**What is required:** Gather all lines in the records below that include the word "腾飞二段".

**Records from a data collection:**
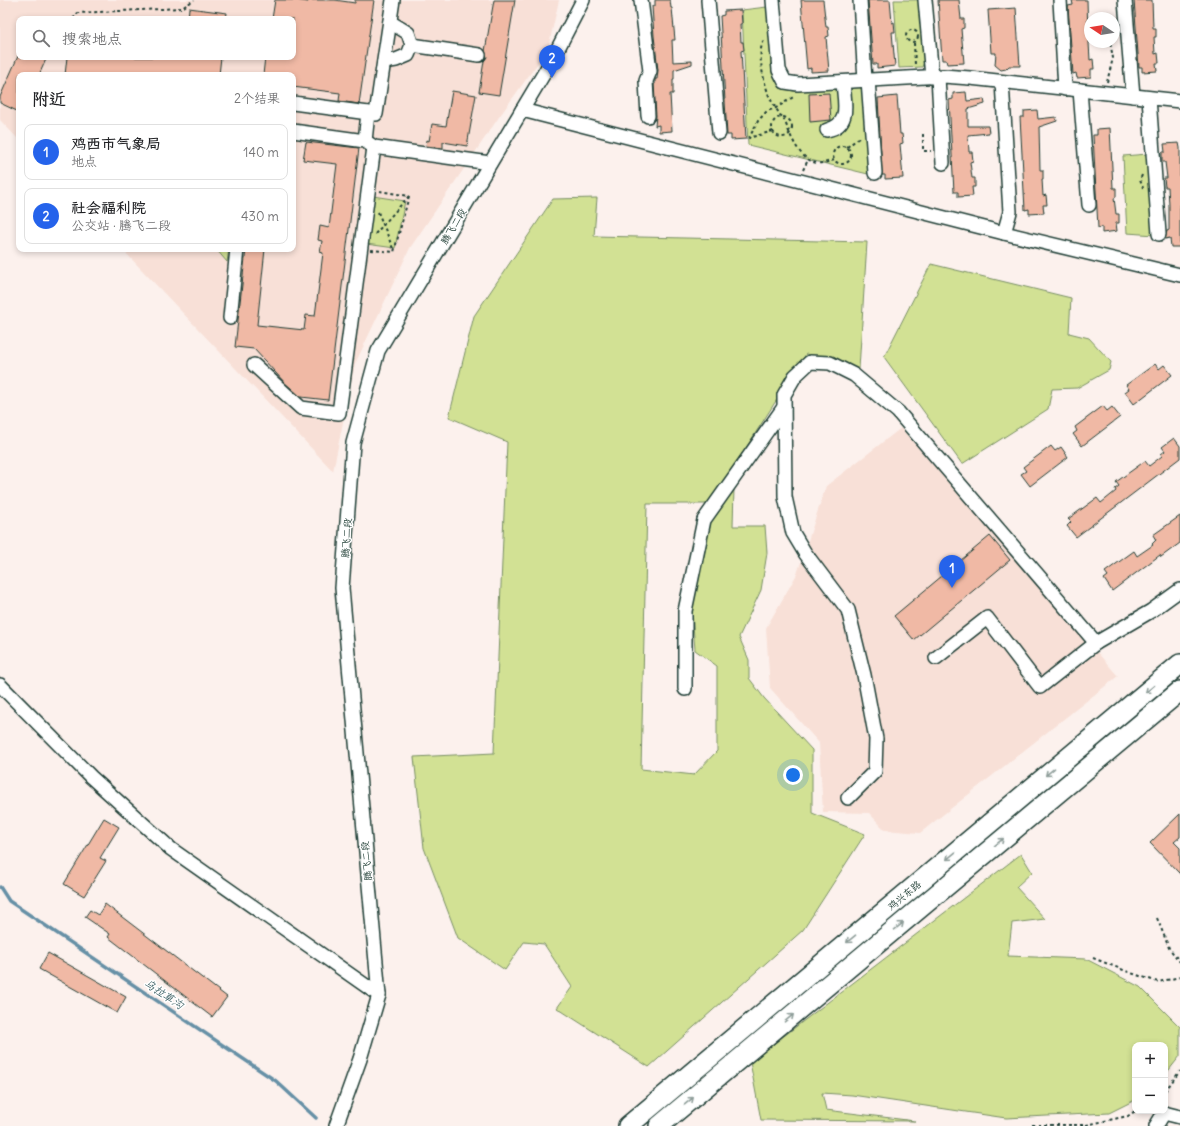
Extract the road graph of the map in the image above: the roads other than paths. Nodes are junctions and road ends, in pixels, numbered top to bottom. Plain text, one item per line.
1 (393, 0) edge
2 (583, 0) edge
3 (641, 0) edge
4 (708, 0) edge
5 (773, 0) edge
6 (860, 0) edge
7 (925, 0) edge
8 (1060, 0) edge
9 (1125, 0) edge
10 (390, 22) junction
11 (412, 46) junction
12 (479, 55) dead end
13 (384, 62) junction
14 (935, 77) junction
15 (866, 80) junction
16 (843, 82) junction
17 (1002, 82) junction
18 (1065, 89) junction
19 (1080, 90) junction
20 (1133, 96) junction
21 (1149, 98) junction
22 (1180, 101) edge
23 (296, 103) edge
24 (522, 110) junction
25 (368, 113) junction
26 (648, 116) dead end
27 (827, 130) dead end
28 (296, 132) edge
29 (719, 133) dead end
30 (370, 144) junction
31 (943, 157) road end
32 (490, 163) junction
33 (875, 173) dead end
34 (1089, 205) dead end
35 (1004, 233) junction
36 (1159, 234) dead end
37 (237, 252) edge
38 (1180, 275) edge
39 (230, 318) dead end
40 (254, 365) dead end
41 (784, 407) junction
42 (1180, 590) edge
43 (1096, 643) junction
44 (936, 658) dead end
45 (1180, 664) edge
46 (0, 685) edge
47 (685, 689) dead end
48 (1180, 691) edge
49 (848, 798) dead end
50 (379, 995) junction
51 (1180, 1117) edge
52 (336, 1126) edge
53 (628, 1126) edge
54 (659, 1126) edge
55 (1156, 1126) edge

1 - 10 street
2 - 24 street, 腾飞二段
3 - 26 street
4 - 29 street
5 - 16 street
6 - 15 street
7 - 14 street
8 - 18 street
9 - 20 street
10 - 11 street
10 - 13 street
11 - 12 street
11 - 13 street
13 - 25 street
14 - 15 street
14 - 17 street
14 - 31 street
15 - 16 street
15 - 33 street
16 - 27 street
17 - 18 street
17 - 35 street
18 - 19 street
19 - 20 street
19 - 34 street
20 - 21 street
21 - 22 street
21 - 36 street
23 - 25 street
24 - 32 street, 腾飞二段
24 - 35 street
25 - 30 street
28 - 30 street
30 - 32 street
30 - 40 street
32 - 50 street, 腾飞二段
35 - 38 street
37 - 39 street
41 - 43 street
41 - 47 street
41 - 49 street
42 - 43 street
43 - 44 street
45 -> 53 highway, 鸡兴东路
46 - 50 street
54 -> 48 highway, 鸡兴东路
50 - 52 street, 腾飞二段
51 - 55 street

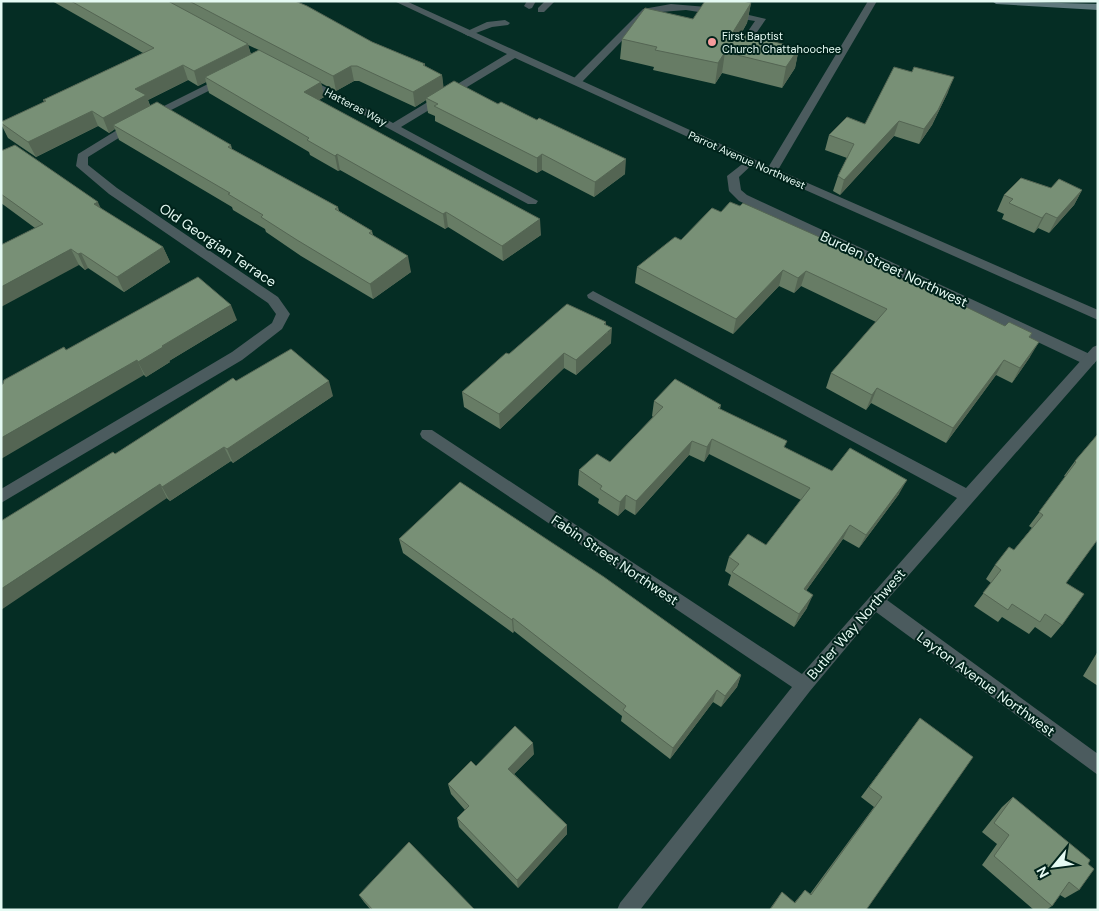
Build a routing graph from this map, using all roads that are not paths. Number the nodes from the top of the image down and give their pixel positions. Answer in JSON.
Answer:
{"nodes":[{"id":1,"x":398,"y":1,"type":"edge"},
{"id":2,"x":551,"y":1,"type":"edge"},
{"id":3,"x":873,"y":1,"type":"edge"},
{"id":4,"x":996,"y":1,"type":"edge"},
{"id":5,"x":1098,"y":7,"type":"edge"},
{"id":6,"x":541,"y":10,"type":"dead end"},
{"id":7,"x":505,"y":23,"type":"dead end"},
{"id":8,"x":468,"y":33,"type":"junction"},
{"id":9,"x":747,"y":40,"type":"edge"},
{"id":10,"x":514,"y":54,"type":"junction"},
{"id":11,"x":238,"y":72,"type":"edge"},
{"id":12,"x":298,"y":77,"type":"edge"},
{"id":13,"x":576,"y":82,"type":"junction"},
{"id":14,"x":394,"y":127,"type":"junction"},
{"id":15,"x":750,"y":161,"type":"junction"},
{"id":16,"x":772,"y":171,"type":"junction"},
{"id":17,"x":532,"y":201,"type":"dead end"},
{"id":18,"x":593,"y":296,"type":"dead end"},
{"id":19,"x":1098,"y":315,"type":"edge"},
{"id":20,"x":1093,"y":355,"type":"edge"},
{"id":21,"x":427,"y":434,"type":"dead end"},
{"id":22,"x":968,"y":496,"type":"junction"},
{"id":23,"x":1,"y":497,"type":"edge"},
{"id":24,"x":875,"y":602,"type":"junction"},
{"id":25,"x":804,"y":685,"type":"junction"},
{"id":26,"x":1098,"y":766,"type":"edge"},
{"id":27,"x":628,"y":910,"type":"edge"}],
"edges":[{"from":1,"to":8,"type":"street","name":"Parrot Avenue Northwest"},
{"from":2,"to":6,"type":"street"},
{"from":3,"to":16,"type":"street"},
{"from":4,"to":5,"type":"main road"},
{"from":7,"to":8,"type":"street"},
{"from":8,"to":10,"type":"street","name":"Parrot Avenue Northwest"},
{"from":9,"to":13,"type":"street"},
{"from":10,"to":13,"type":"street","name":"Parrot Avenue Northwest"},
{"from":10,"to":14,"type":"street"},
{"from":11,"to":23,"type":"street","name":"Old Georgian Terrace"},
{"from":12,"to":14,"type":"street","name":"Hatteras Way"},
{"from":13,"to":15,"type":"street","name":"Parrot Avenue Northwest"},
{"from":14,"to":17,"type":"street","name":"Hatteras Way"},
{"from":15,"to":16,"type":"street","name":"Parrot Avenue Northwest"},
{"from":15,"to":20,"type":"street","name":"Burden Street Northwest"},
{"from":16,"to":19,"type":"street","name":"Parrot Avenue Northwest"},
{"from":18,"to":22,"type":"street"},
{"from":20,"to":22,"type":"street","name":"Butler Way Northwest"},
{"from":21,"to":25,"type":"street","name":"Fabin Street Northwest"},
{"from":22,"to":24,"type":"street","name":"Butler Way Northwest"},
{"from":24,"to":25,"type":"street","name":"Butler Way Northwest"},
{"from":24,"to":26,"type":"street","name":"Layton Avenue Northwest"},
{"from":25,"to":27,"type":"street","name":"Butler Way Northwest"}]}
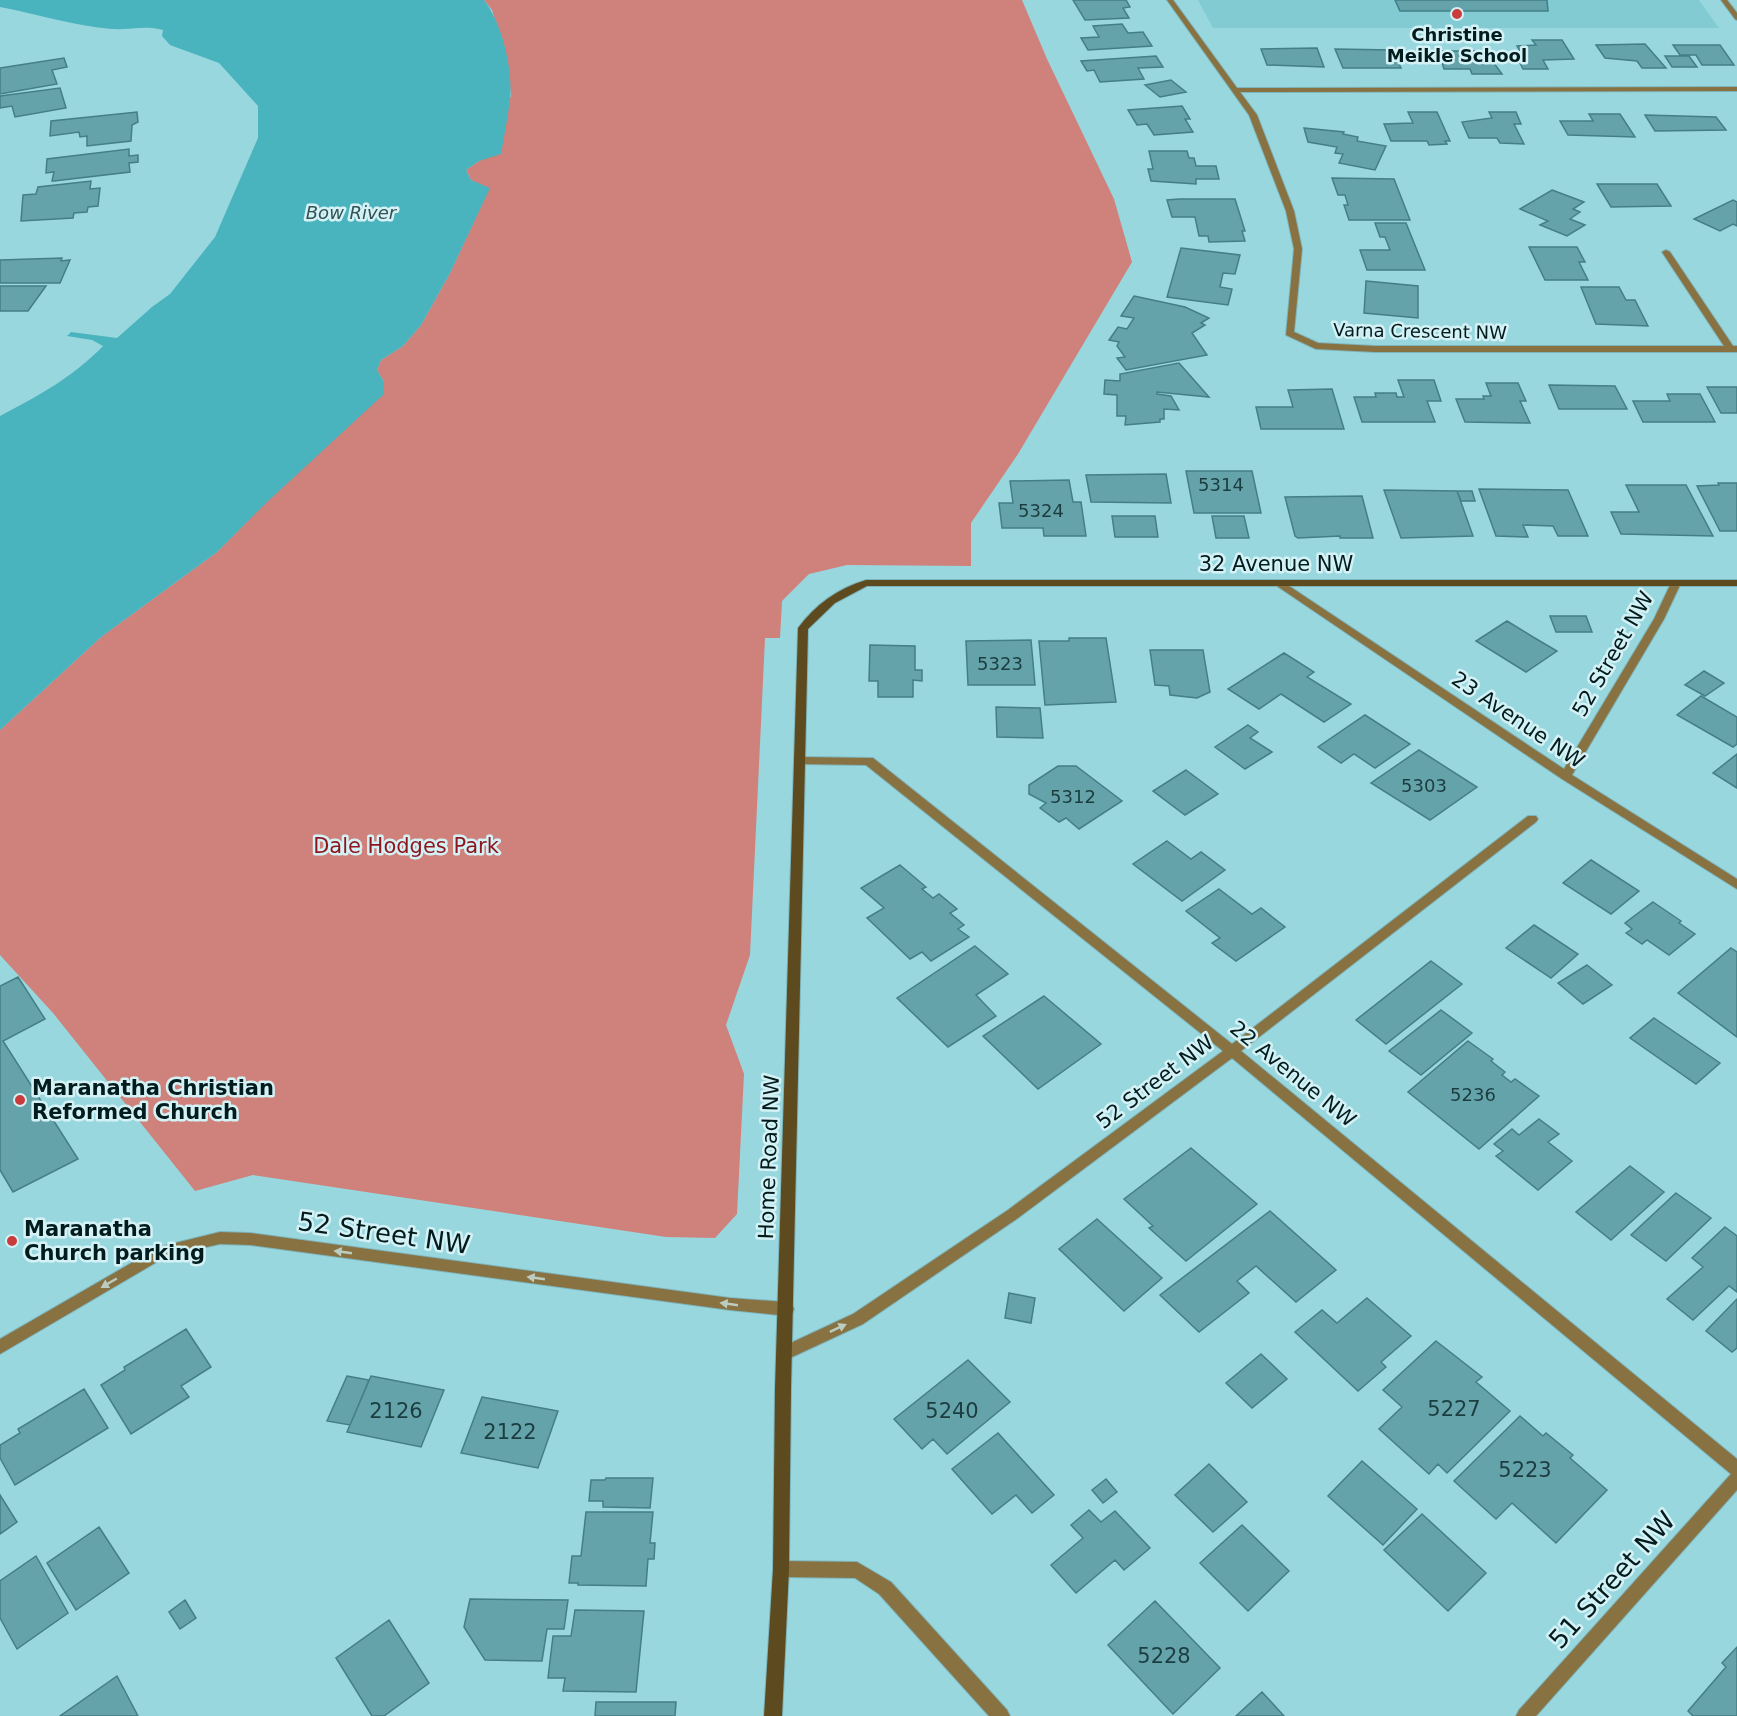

**Written solution:**
2 - 24 street, 腾飞二段
24 - 32 street, 腾飞二段
32 - 50 street, 腾飞二段
50 - 52 street, 腾飞二段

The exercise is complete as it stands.